The white-crested turaco (Tauraco leucolophus) is a bird in the family Musophagidae, a group of African otidimorph birds. The white-crested turaco is native to riverine forest and woodland in a belt between eastern Nigeria and western Kenya. It is a common species with a wide range and the International Union for Conservation of Nature has assessed it as being of "least concern".

==Taxonomy==
The white-crested turaco was first described in 1855 by the German explorer and ornithologist Theodor von Heuglin. Genetic studies show that this species is closely related to the red-crested turaco (Tauraco erthrolophus) and Bannerman's turaco (Tauraco bannermanii), having diverged from them in the late Pliocene. At that time, climatic changes occurred which subsequently led to increasingly arid conditions, a decrease in forest cover and an increase in wooded savannah. The white-crested turaco maintained a widespread distribution, perhaps by adapting to new habitats, while Bannerman's turaco became restricted to montane habitats where the forest cover remained.

==Description==
This distinctive bird has glossy, bluish-black upperparts which contrast markedly with its white crest, cheeks, neck and throat. It possesses a green mantle around the shoulders and violet wing coverts and rectrices.

==Distribution==
The white-crested turaco is native to Nigeria, Cameroon, Chad, Central African Republic, the Democratic Republic of Congo, Sudan, South Sudan, Kenya and Uganda.
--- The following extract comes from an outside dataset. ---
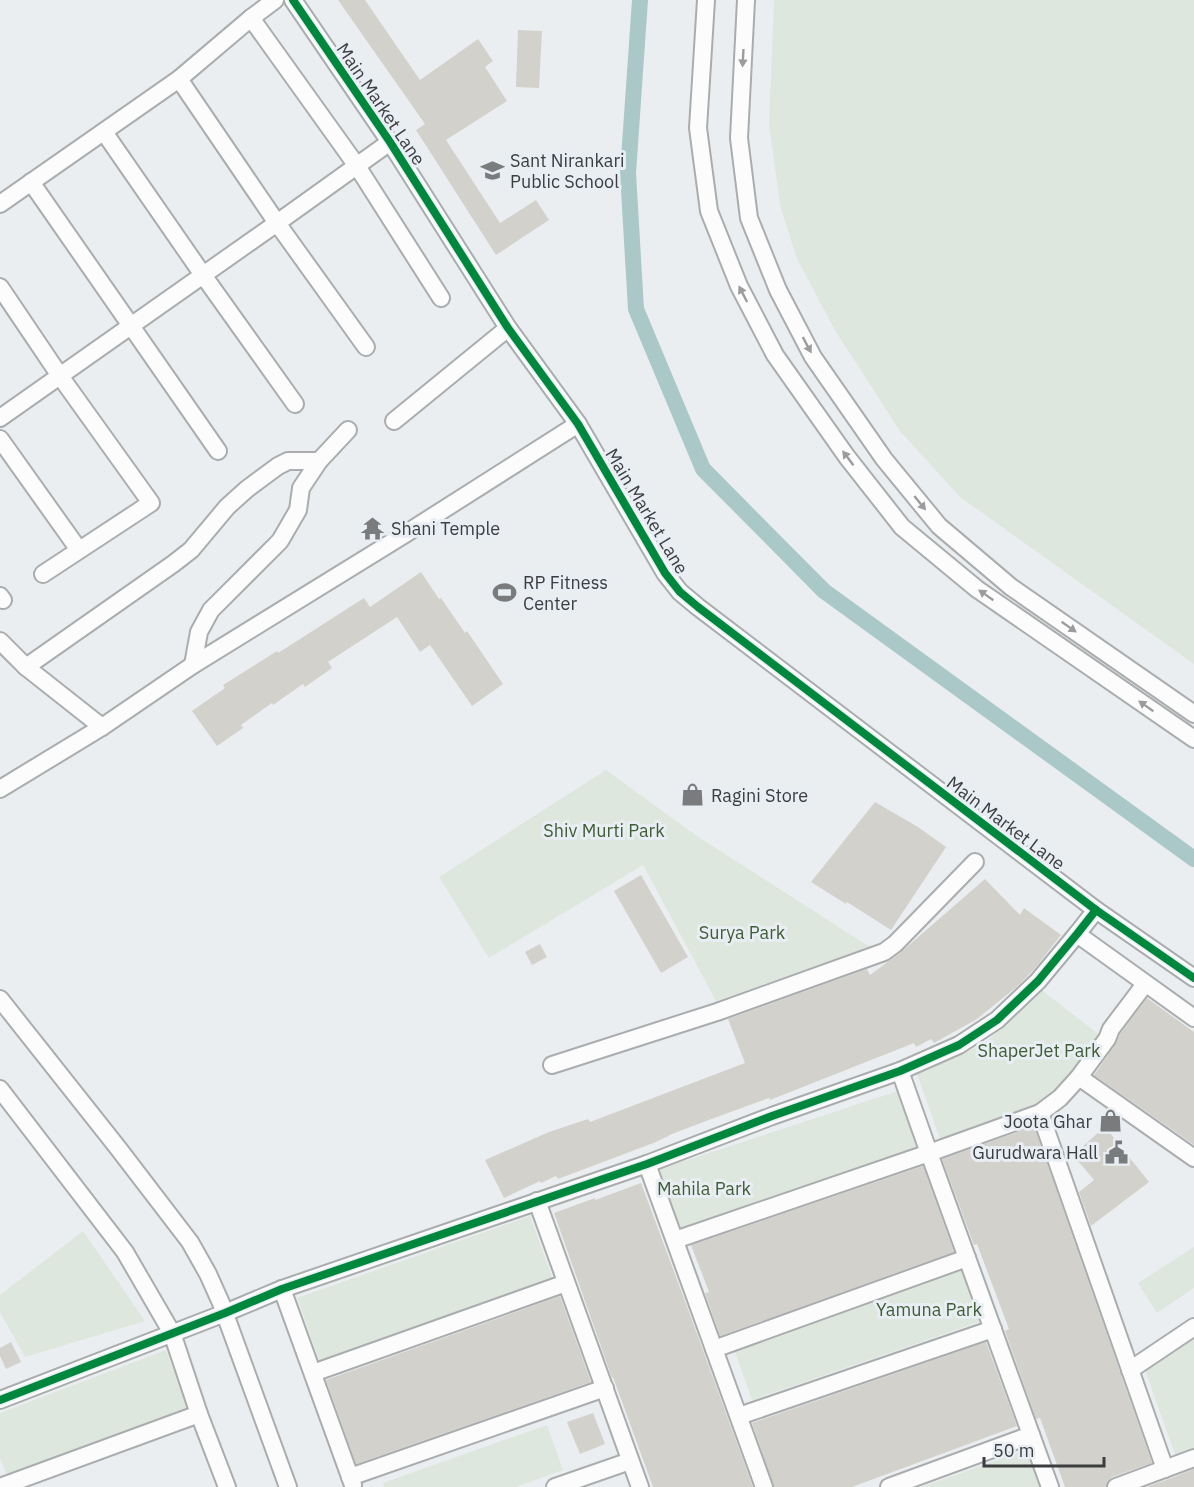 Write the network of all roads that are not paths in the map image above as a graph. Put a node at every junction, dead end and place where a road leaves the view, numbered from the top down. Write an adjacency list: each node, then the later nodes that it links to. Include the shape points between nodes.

It occurs in lowland forests, woodland and savannah, and in hilly habitats up to an altitude of about 2200 m.

==Ecology==
The white-crested turaco typically inhabits forests alongside rivers and wooded savannahs, particularly where there are tangled masses of creepers. It mostly eats berries and fruits, but also consumes flowers and invertebrates such as snails. The breeding season varies across the range, being April in the Congo and August in Uganda. The nest is a rather insubstantial, saucer-shaped structure.

==Status==
The population of white-crested turacos appears to be steady and no particular threats have been identified. The bird is common and has an extremely wide range so the International Union for Conservation of Nature has assessed its conservation status as being of "least concern".